Di opposto parere, come prevedibile, il presidente della Lega calcio Adriano Galliani. «Mi sembra di capire che, se ci sarà il decreto, sarà per tutte le aziende italiane che credo potranno rateizzare i debiti». Galliani, intervenuto alla trasmissione Quelli che il calcio, ha ribadito che il calcio negli anni è stato «creditore nei confronti dello Stato» e si è detto favorevole a un eventuale intervento dello Stato perché «se una società ha dei crediti, è giusto che speri che il debitore continui a lavorare. E il decreto sarebbe quindi vantaggioso per lo Stato che ha due scelte: o far fallire o sperare che il debitore resista e che sia in grado di pagare. Io - ha aggiunto - sono per la seconda soluzione». Come aveva già detto il presidente della Figc Carraro, anche Galliani ha spiegato che «attualmente il 60% delle squadre italiane non potrebbero iscriversi al prossimo campionato» e si è detto poi contrario a una serie A «con Milan, Juve e Inter e 17 squadre medio-piccole. Il calcio - ha proseguito - ha bisogno di due grandi squadre come la Roma e la Lazio, perchè l' Olimpico è uno stadio magico e tutte le volte che sono stato a Roma ho visto un pubblico fantastico. Mi sembra incredibile, però, che sia io il difensore delle squadre romane».

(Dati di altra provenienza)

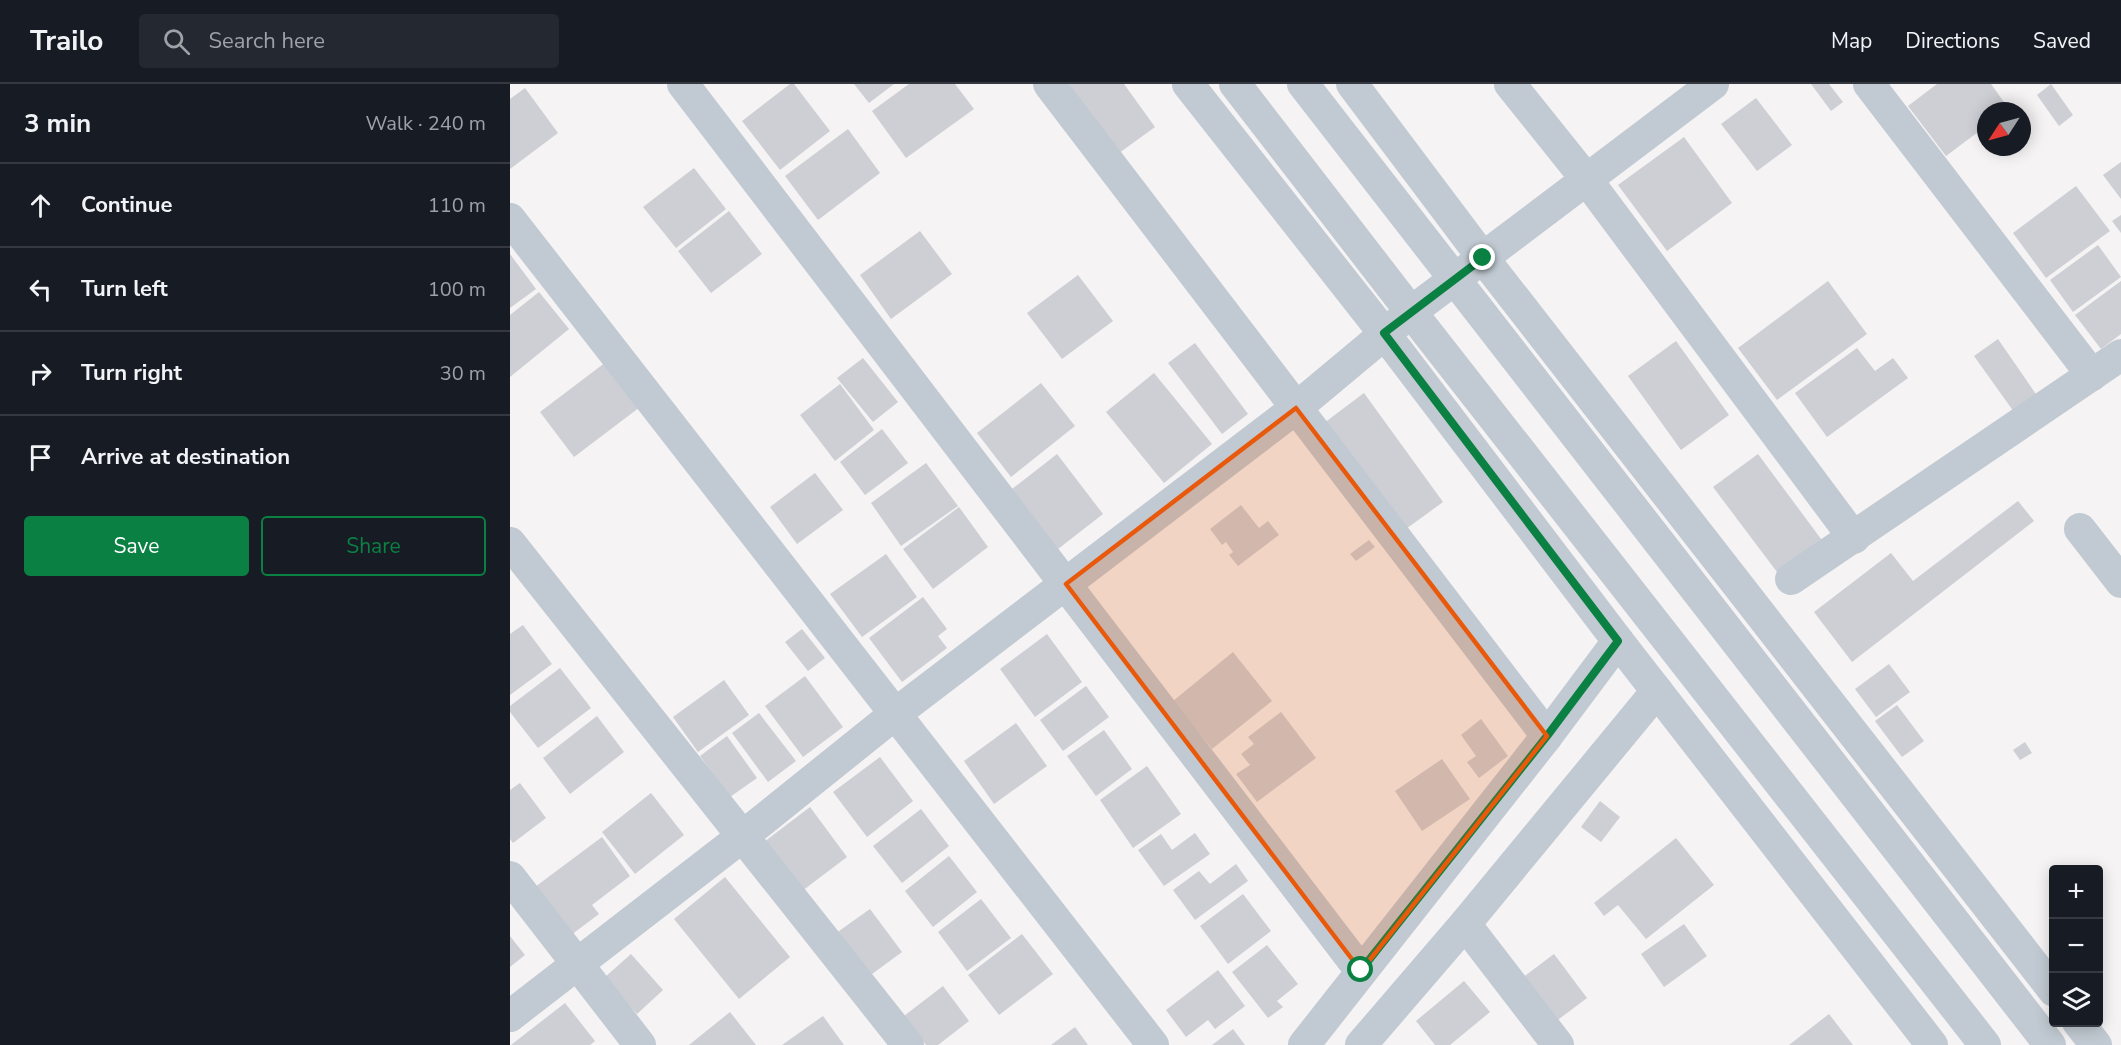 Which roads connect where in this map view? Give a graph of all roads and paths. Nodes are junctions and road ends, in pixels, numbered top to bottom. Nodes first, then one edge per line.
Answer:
1 (683, 84) edge
2 (1049, 84) edge
3 (1188, 84) edge
4 (1235, 84) edge
5 (1303, 84) edge
6 (1352, 84) edge
7 (1510, 84) edge
8 (1713, 84) edge
9 (1869, 84) edge
10 (1587, 180) junction
11 (510, 219) edge
12 (1483, 258) junction
13 (1454, 280) junction
14 (1411, 312) junction
15 (1384, 333) junction
16 (2121, 355) edge
17 (2092, 375) junction
18 (1296, 408) junction
19 (2080, 529) dead end
20 (1854, 538) junction
21 (510, 543) edge
22 (1791, 579) dead end
23 (2121, 582) edge
24 (1066, 584) junction
25 (1618, 641) junction
26 (1657, 691) junction
27 (895, 714) junction
28 (1547, 736) junction
29 (743, 836) junction
30 (510, 876) edge
31 (1465, 924) junction
32 (578, 963) junction
33 (1361, 970) junction
34 (2049, 985) edge
35 (510, 1016) edge
36 (2081, 1027) edge
37 (640, 1045) edge
38 (908, 1045) edge
39 (1153, 1045) edge
40 (1304, 1045) edge
41 (1361, 1045) edge
42 (1558, 1045) edge
43 (1932, 1045) edge
44 (1985, 1045) edge
45 (2050, 1045) edge
46 (2096, 1045) edge

1 - 24 street
2 - 18 street
3 - 15 street
4 - 14 street
5 - 13 street
6 - 12 street
7 - 10 street
8 - 10 street
9 - 17 street
10 - 12 street
10 - 20 street
11 - 27 street
12 - 13 street
12 - 34 street
13 - 14 street
13 - 45 street
14 - 15 street
14 - 44 street
15 - 18 street
15 - 25 street
16 - 17 street
17 - 20 street
18 - 24 street
18 - 28 street
19 - 23 street
20 - 22 street
21 - 29 street
24 - 27 street
24 - 33 street
25 - 26 street
25 - 28 street
26 - 31 street
26 - 43 street
27 - 29 street
27 - 39 street
28 - 33 street
29 - 32 street
29 - 38 street
30 - 32 street
31 - 41 street
31 - 42 street
32 - 35 street
32 - 37 street
33 - 40 street
36 - 46 street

Dinanzi alle parole di Galliani s'è levato ieri un coro di protesta dei più compositi. «I nostri soldi sudati per i vostri debiti... spalmati!! Vergogna» è il testo su tre striscioni esposti dalla tifoseria del Brescia allo stadio Dall'Ara per la partita con il Bologna. Secondo Giorgio La Malfa, presidente della Commissione finanze alla Camera, eletto nelle liste di Forza Italia, «un eventuale decreto salva-calcio è essenzialmente un decreto salva-Capitalia, perché la banca che ha tenuto in questi anni i conti della Lazio, della Roma, del Parma e di non so quante altre squadre di calcio, e con interessi molto complicati al limite dell'oscurità, personale e familiare, si chiama Capitalia». Anna Paola Concia, responsabile Nazionale Sport dei Ds e Giovanni Lolli, deputato Ds della Commissione Cultura e Sport della Camera affermano che «l'arroganza di Galliani è senza limiti. Il presidente della Lega calcio, come era scontato, ha difeso a spada tratta il provvedimento che il 'suo" presidente si appresterebbe ad emanare per salvare per l'ennesima volta il calcio professionistico con le ennesime agevolazioni di Stato». Sulla stessa linea il pensiero del sindaco di Firenze, Leonardo Domenici. «Sento parlare del lodo-Petrucci, sento dire che per salvare il calcio e certe società si faranno decreti per spalmare i debiti nei confronti dell'erario, dell'Irpef - ha detto Domenici - ebbene, come tifoso viola, come cittadino italiano, come sindaco e come presidente dell'Anci sono indignato e non starò con le mani in mano».